La nariz
Ryūnosuke Akutagawa
1915
En tanto seres vivos, estamos condicionados por causas ajenas a nuestra voluntad desde el mismo momento de nuestro nacimiento. Nadie elige su nombre como nadie elige su físico, nos vienen impuestos de antemano, pero resulta evidente que son hechos que nos condicionan personalmente: vivimos a través de ellos, son nuestra máscara, incluso si no hemos tenido voz ni voto a la hora de elegirlos. Pongámonos en una situación hipotética, ¿cómo sería tener una nariz tan exageradamente grande, tan extravagante, que su punta nos tocara la barbilla, que más que aguileña fuera de pelícano, impidiéndonos comer si alguien no nos ayudara para que no acabemos con las narices en el fondo del plato?
Zenchi Naigu, devoto monje budista, sufre de ese mal inenarrable. Teniendo que padecer la humillación de que un discípulo sostenga su nariz con una tabla mientras come para no acabar hundiéndola en el plato, conociendo los murmullos de todos a su alrededor por su particular fisionomía, deseando saber que hubo algún tiempo o lugar en que hubiera al menos un hombre que se le pudiera comparar en fisionomía, su obsesión con su prominente nariz le lleva hasta el extremo más ridículo: buscar la manera de reducirla. Eso no será fácil. Condenado ya desde su nombre —en una crueldad típica de Akutagawa, haciendo que su nombre remita a su nariz: naigu es, probablemente, una transliteración del inglés nose—, ha tenido que soportar una vida de sufrimiento, ya que como monje tampoco debería mostrar preocupación por su aspecto físico. Todo cambia cuando un discípulo conoce a un médico chino capaz de reducir el tamaño de la nariz, aunque a costa de un doloroso y humillante proceso. Al cual acaba por acceder.
A los ojos de los demás, cambiar su nariz tiene el mismo efecto que tendría cambiar su nombre: una extravagante muestra de narcisismo. Un sinsentido carente de significado. La obsesión de Naigu resulta perfectamente circular, comenzando y acabando siempre en lo que los demás pensarán de él, he ahí que su obsesión no acabe cuando su nariz se vea reducida a un tamaño normal: no le molesta que su nariz sea fea o le impida tener una vida normal, sino que los demás piensen que su nariz es monstruoso. Contra eso no hay remedio conocido.
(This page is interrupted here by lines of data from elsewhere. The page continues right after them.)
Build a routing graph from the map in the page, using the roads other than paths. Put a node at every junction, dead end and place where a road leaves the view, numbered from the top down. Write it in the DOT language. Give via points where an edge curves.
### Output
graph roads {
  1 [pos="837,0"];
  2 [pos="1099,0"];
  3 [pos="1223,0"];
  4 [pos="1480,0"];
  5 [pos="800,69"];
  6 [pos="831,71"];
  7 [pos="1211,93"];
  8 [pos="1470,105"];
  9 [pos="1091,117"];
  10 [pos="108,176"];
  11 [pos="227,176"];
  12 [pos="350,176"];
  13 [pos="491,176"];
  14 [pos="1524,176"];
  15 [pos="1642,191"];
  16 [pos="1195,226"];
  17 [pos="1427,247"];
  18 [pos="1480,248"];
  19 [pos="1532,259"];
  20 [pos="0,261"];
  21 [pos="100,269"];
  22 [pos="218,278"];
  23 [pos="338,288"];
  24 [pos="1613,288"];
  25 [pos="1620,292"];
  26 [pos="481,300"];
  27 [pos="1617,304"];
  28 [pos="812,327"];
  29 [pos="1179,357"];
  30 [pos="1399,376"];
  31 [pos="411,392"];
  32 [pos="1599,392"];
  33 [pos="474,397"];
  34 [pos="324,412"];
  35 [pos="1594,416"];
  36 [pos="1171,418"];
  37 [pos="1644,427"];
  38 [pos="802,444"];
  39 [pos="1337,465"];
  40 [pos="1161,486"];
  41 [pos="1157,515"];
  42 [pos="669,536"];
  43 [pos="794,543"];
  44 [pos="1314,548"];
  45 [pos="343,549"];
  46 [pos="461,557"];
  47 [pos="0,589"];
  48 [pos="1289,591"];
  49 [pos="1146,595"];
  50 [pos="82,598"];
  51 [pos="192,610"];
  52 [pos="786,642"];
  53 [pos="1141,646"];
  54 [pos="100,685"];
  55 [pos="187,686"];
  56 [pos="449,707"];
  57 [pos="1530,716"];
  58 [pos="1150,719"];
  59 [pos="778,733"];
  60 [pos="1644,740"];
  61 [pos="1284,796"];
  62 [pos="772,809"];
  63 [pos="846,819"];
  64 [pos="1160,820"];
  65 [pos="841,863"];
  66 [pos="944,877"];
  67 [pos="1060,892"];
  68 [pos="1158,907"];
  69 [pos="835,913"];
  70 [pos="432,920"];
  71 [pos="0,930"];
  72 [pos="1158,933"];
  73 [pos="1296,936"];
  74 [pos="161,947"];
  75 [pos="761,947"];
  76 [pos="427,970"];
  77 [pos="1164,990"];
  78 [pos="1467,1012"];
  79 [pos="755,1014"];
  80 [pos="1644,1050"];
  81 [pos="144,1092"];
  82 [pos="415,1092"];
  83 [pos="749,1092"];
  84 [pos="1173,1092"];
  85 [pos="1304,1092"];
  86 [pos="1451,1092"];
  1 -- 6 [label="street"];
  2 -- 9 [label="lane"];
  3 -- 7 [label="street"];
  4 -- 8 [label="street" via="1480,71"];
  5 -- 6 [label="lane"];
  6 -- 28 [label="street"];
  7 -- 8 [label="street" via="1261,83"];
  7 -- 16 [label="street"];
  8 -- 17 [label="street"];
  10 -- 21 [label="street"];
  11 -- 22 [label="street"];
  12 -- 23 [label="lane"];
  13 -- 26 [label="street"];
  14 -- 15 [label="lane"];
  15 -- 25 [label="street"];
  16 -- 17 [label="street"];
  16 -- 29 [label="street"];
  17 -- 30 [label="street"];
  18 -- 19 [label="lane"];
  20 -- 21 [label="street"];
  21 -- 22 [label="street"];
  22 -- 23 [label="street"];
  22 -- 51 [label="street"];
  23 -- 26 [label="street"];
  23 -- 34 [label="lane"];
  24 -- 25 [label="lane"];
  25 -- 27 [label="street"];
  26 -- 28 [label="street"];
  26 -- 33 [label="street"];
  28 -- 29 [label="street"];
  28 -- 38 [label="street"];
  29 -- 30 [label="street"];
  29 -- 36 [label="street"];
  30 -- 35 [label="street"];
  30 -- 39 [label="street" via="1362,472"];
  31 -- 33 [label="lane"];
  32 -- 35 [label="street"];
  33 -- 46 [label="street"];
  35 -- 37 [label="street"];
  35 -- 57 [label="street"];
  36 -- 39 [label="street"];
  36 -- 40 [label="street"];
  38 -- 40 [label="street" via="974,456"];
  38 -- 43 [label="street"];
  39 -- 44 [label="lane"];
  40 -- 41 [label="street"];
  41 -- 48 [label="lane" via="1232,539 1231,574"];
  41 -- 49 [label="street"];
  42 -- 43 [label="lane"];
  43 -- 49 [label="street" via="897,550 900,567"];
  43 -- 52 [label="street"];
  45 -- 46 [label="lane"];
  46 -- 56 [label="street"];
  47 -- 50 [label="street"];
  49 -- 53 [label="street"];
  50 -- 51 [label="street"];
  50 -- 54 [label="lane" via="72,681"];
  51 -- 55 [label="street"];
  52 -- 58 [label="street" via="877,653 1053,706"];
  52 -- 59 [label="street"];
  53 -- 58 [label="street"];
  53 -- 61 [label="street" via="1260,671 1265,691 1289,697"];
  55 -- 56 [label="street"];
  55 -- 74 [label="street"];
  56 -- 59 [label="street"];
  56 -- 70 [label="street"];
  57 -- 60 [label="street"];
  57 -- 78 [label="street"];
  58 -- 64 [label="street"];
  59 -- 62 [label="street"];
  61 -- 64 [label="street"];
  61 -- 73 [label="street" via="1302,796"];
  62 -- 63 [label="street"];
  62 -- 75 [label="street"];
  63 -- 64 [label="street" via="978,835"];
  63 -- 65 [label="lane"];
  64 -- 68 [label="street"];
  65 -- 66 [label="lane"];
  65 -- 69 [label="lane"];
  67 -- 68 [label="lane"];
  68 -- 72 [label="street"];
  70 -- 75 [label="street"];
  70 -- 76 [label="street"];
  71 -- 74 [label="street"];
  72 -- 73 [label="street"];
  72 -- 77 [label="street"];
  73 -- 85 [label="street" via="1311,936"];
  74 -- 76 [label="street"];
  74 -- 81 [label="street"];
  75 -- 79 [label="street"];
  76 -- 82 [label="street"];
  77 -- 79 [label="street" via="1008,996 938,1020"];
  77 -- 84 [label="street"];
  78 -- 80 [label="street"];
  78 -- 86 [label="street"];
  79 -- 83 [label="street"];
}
De ahí que el cambio sólo logre enaltecer su sentimiento, ser maldito por sus discípulos a causa del maltrato al que los somete y regresar a su estado anterior; su nariz enorme, ganchuda, horrenda hasta el infinito, gigante hasta lo absurdo, no es sólo una nariz, es un símbolo: es castigo y recompensa búdico por aquello que es en su interior. Castigo, porque es un dolor tener semejante boniato en el rostro; recompensa, porque a través de ella puede canalizar su paranoia inherente y antojarse virtuoso a ojos de sus discípulos, convirtiéndolo en un santo.
El camino del Buda carece de principio o final, sólo es su propio transitar. Por eso la historia acaba tal y como ha comenzado: con Naigu narigudo, lamentando su suerte, volviendo sobre los sutras. No le queda otra. Su nariz es su destino porque sólo a través de ella se define su identidad, aquello que es, incluso si le desagrada; Naigu sin su tremenda nariz sólo es un narcisista risible, con ella es el monje virtuoso que todos respetan. Ese es el problema de haber nacido: que se han decidido de nosotros muchas cosas de antemano, sean éstas gracias de dios o del escritor.